**TASK INSTRUCTIONS**
Give the number of lines in the data that contain "list", and nothing more.

**INFORMATION PROVIDED**
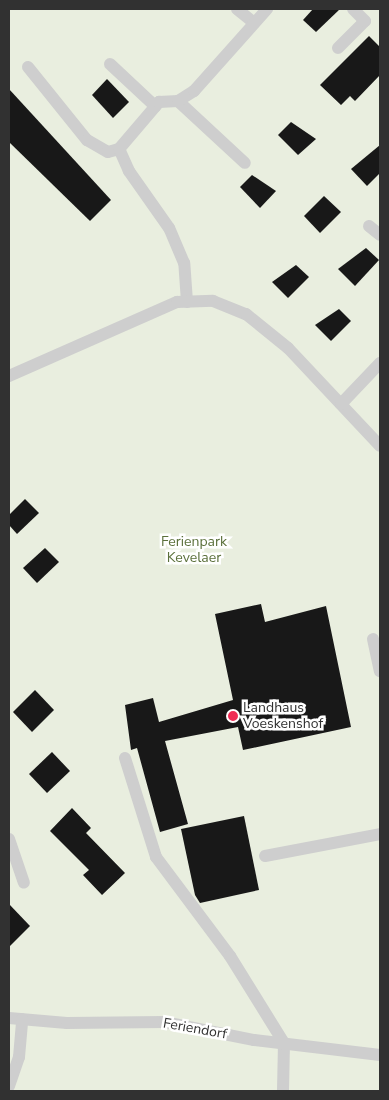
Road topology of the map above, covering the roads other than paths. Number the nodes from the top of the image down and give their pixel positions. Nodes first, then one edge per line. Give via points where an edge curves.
1 (237, 9) edge
2 (267, 9) edge
3 (353, 9) edge
4 (254, 23) junction
5 (338, 48) dead end
6 (110, 64) dead end
7 (28, 67) dead end
8 (178, 101) junction
9 (155, 106) junction
10 (119, 149) junction
11 (245, 164) dead end
12 (369, 226) dead end
13 (380, 235) edge
14 (187, 302) junction
15 (380, 363) edge
16 (9, 376) edge
17 (341, 404) junction
18 (380, 446) edge
19 (373, 639) dead end
20 (380, 672) edge
21 (125, 758) dead end
22 (380, 834) edge
23 (9, 839) edge
24 (265, 856) dead end
25 (24, 883) dead end
26 (15, 1019) edge
27 (284, 1043) junction
28 (380, 1055) edge
29 (9, 1086) edge
30 (283, 1091) edge

1 - 4 lane
2 - 4 lane
3 - 5 lane via 365,21
4 - 8 lane via 194,91
6 - 9 lane
7 - 10 lane via 87,140 108,152
8 - 9 lane
8 - 11 lane
9 - 10 lane
10 - 14 lane via 180,254
12 - 13 lane
14 - 16 lane via 144,315
14 - 17 lane via 213,300 246,314 288,348
15 - 17 lane
17 - 18 lane
19 - 20 lane
21 - 27 lane via 156,857 230,956
22 - 24 lane
23 - 25 lane
26 - 27 lane, Feriendorf via 164,1022
26 - 29 lane via 19,1057
27 - 28 lane, Feriendorf
27 - 30 lane

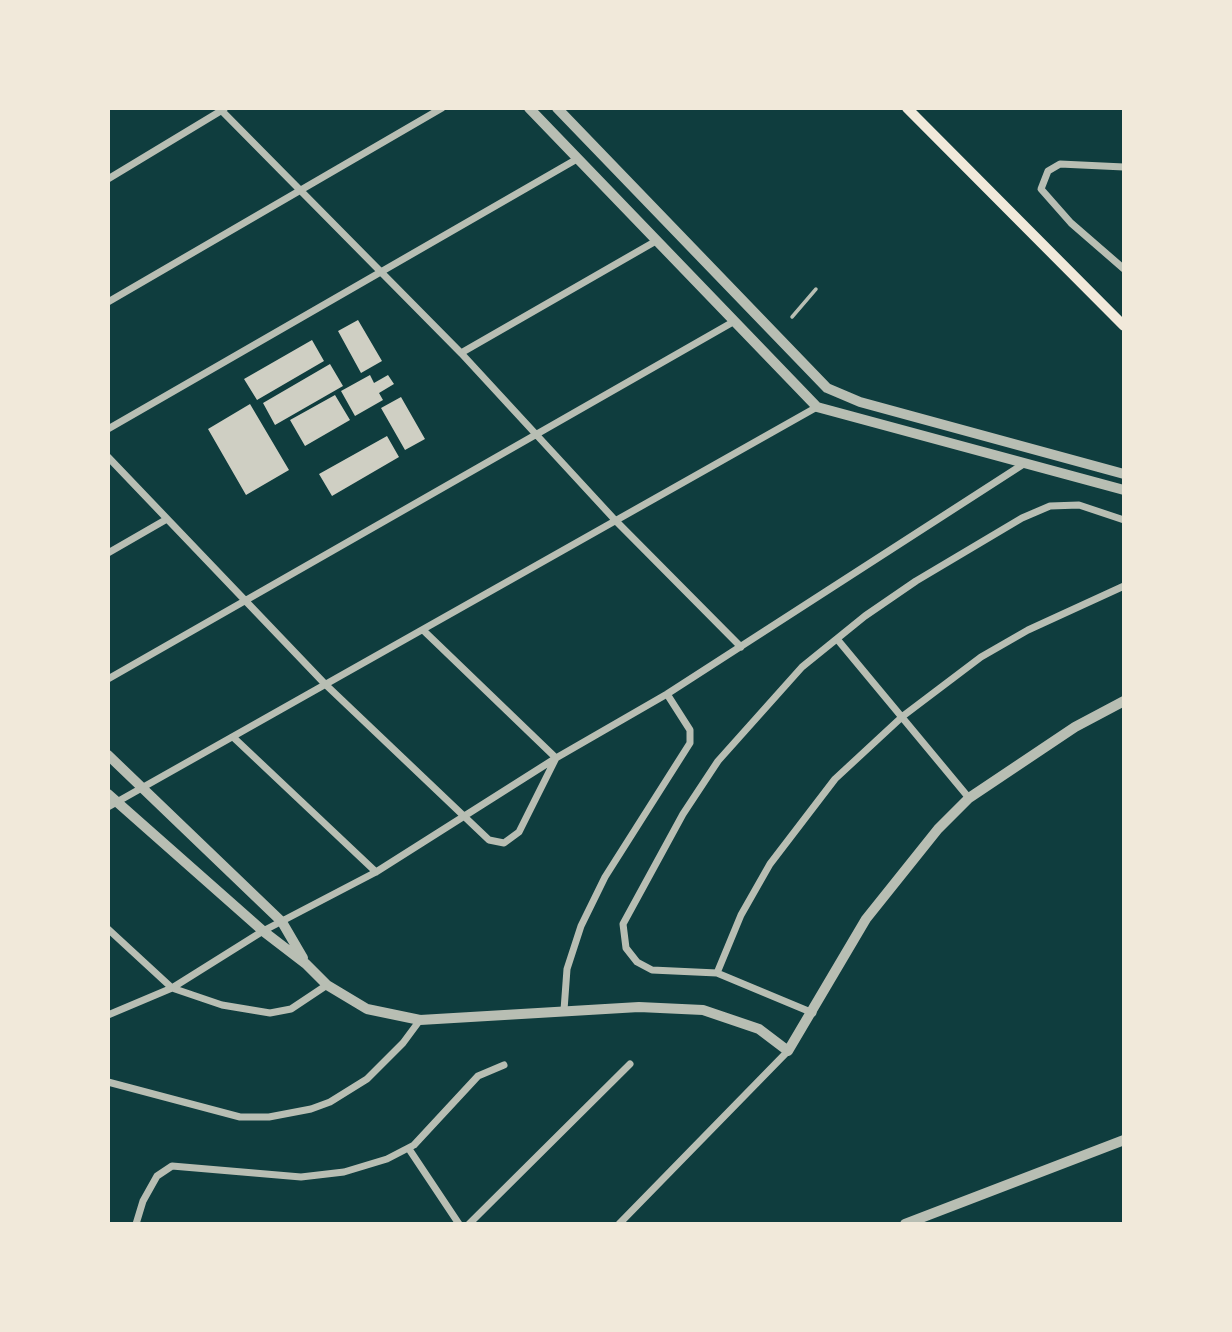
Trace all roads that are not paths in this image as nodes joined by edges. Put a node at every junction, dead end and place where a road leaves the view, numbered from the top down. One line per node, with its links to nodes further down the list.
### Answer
1 (442, 108): 9 (street)
2 (529, 108): 6 (street)
3 (557, 108): 19 (street)
4 (907, 108): 17 (main road)
5 (222, 109): 8 (street); 9 (street)
6 (577, 159): 10 (street); 12 (street)
7 (1124, 167): 11 (street)
8 (108, 179)
9 (300, 193): 12 (street); 14 (street)
10 (656, 241): 16 (street); 18 (street)
11 (1124, 269)
12 (381, 272): 18 (street); 21 (street)
13 (816, 289): 15 (lane)
14 (108, 302)
15 (792, 317)
16 (733, 322): 20 (street); 22 (street)
17 (1124, 326)
18 (461, 353): 22 (street)
19 (835, 393): 20 (street); 25 (street)
20 (817, 407): 24 (street); 28 (street)
21 (108, 429)
22 (538, 433): 28 (street); 32 (street)
23 (108, 457): 27 (street)
24 (1022, 465): 26 (street); 35 (street)
25 (1124, 474)
26 (1124, 490)
27 (167, 519): 30 (street); 32 (street)
28 (615, 520): 33 (street); 35 (street)
29 (1124, 520): 34 (street)
30 (108, 553)
31 (1124, 586): 40 (street)
32 (246, 601): 36 (street); 37 (street)
33 (423, 629): 37 (street); 43 (street)
34 (837, 639): 40 (street); 54 (street)
35 (741, 647): 38 (street)
36 (108, 678)
37 (326, 684): 41 (street); 48 (street)
38 (667, 694): 43 (street); 57 (street)
39 (1124, 701): 46 (street)
40 (902, 716): 46 (street); 54 (street)
41 (233, 737): 44 (street); 49 (street)
42 (108, 755): 44 (street)
43 (556, 758): 48 (street); 48 (street)
44 (141, 788): 47 (street); 50 (street)
45 (108, 794): 47 (street)
46 (968, 799): 58 (street)
47 (113, 805): 52 (street)
48 (465, 817): 49 (street)
49 (376, 872): 50 (street)
50 (282, 922): 52 (street); 53 (street)
51 (108, 929): 56 (street)
52 (262, 931): 53 (street); 56 (street)
53 (306, 964): 55 (street)
54 (717, 973): 58 (street)
55 (327, 985): 56 (street); 60 (street)
56 (172, 988): 59 (street)
57 (564, 1010): 60 (street); 61 (street)
58 (813, 1013): 61 (street)
59 (108, 1015)
60 (420, 1020): 64 (street)
61 (788, 1051): 70 (street)
62 (630, 1064): 69 (street)
63 (504, 1065): 66 (street)
64 (108, 1082)
65 (1124, 1140): 71 (street)
66 (409, 1149): 67 (street); 68 (street)
67 (136, 1223)
68 (459, 1223)
69 (469, 1223)
70 (619, 1223)
71 (905, 1223)

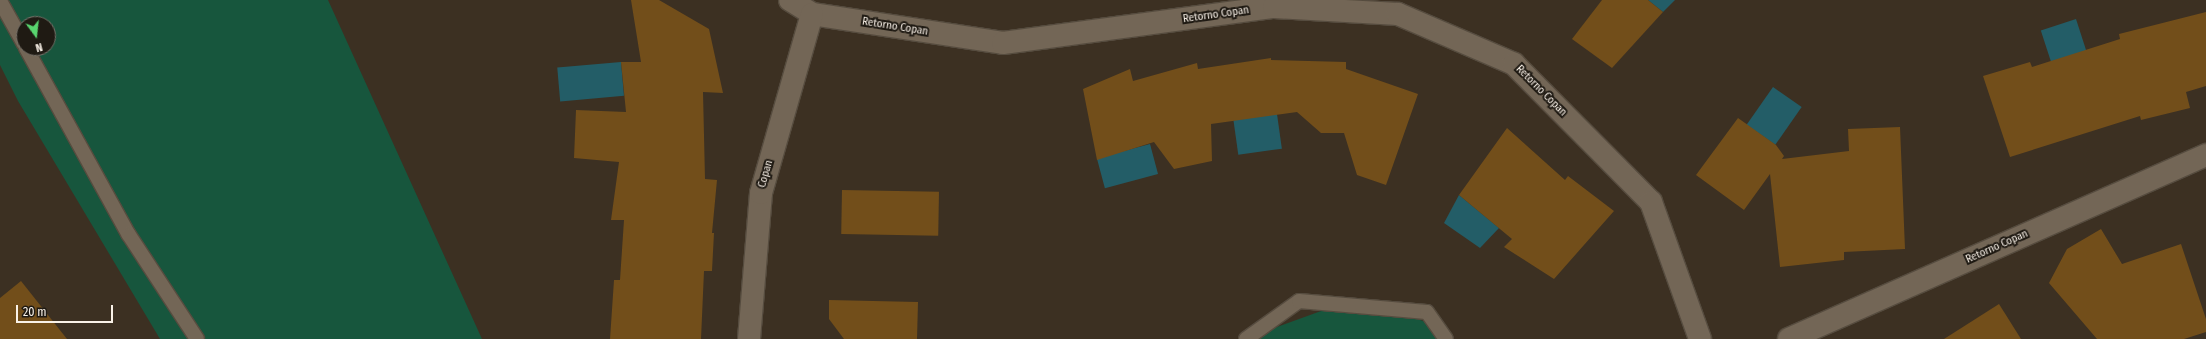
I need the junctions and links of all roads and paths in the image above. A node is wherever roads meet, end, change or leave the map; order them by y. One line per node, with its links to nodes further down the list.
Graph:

**RESPONSE TO THE EXERCISE**
2